Records from a collection

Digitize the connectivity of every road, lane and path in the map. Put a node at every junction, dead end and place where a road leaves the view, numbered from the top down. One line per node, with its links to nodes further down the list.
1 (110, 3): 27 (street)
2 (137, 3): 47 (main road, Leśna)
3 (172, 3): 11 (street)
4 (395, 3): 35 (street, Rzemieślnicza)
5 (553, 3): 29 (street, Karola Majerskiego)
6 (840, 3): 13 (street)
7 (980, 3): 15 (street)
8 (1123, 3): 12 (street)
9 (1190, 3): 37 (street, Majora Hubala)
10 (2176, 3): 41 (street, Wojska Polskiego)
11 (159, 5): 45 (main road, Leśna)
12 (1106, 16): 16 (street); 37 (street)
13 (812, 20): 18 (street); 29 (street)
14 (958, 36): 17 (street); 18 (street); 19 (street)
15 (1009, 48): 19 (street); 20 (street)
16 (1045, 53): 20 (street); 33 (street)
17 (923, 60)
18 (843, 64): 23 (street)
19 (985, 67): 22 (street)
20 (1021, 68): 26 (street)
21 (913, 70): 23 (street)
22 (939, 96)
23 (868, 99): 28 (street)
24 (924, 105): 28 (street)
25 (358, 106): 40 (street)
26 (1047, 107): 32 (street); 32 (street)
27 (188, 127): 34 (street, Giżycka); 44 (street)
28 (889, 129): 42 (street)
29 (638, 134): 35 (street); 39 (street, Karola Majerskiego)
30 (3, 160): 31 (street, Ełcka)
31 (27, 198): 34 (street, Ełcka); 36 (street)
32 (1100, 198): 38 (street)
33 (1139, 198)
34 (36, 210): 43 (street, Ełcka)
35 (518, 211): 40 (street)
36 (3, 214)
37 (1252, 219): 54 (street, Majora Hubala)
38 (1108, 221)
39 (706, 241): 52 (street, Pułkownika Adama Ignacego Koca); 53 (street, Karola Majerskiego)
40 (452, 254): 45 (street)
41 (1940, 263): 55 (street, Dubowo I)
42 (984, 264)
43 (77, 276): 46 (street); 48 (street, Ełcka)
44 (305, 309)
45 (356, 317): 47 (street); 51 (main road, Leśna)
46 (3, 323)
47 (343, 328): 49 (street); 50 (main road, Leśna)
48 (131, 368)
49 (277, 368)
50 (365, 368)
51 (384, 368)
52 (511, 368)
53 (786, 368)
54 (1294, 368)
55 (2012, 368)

*What the exercise asks:* Wherever the string "Hubala" occurs in the records above, copy that line.

*Solution:*
9 (1190, 3): 37 (street, Majora Hubala)
37 (1252, 219): 54 (street, Majora Hubala)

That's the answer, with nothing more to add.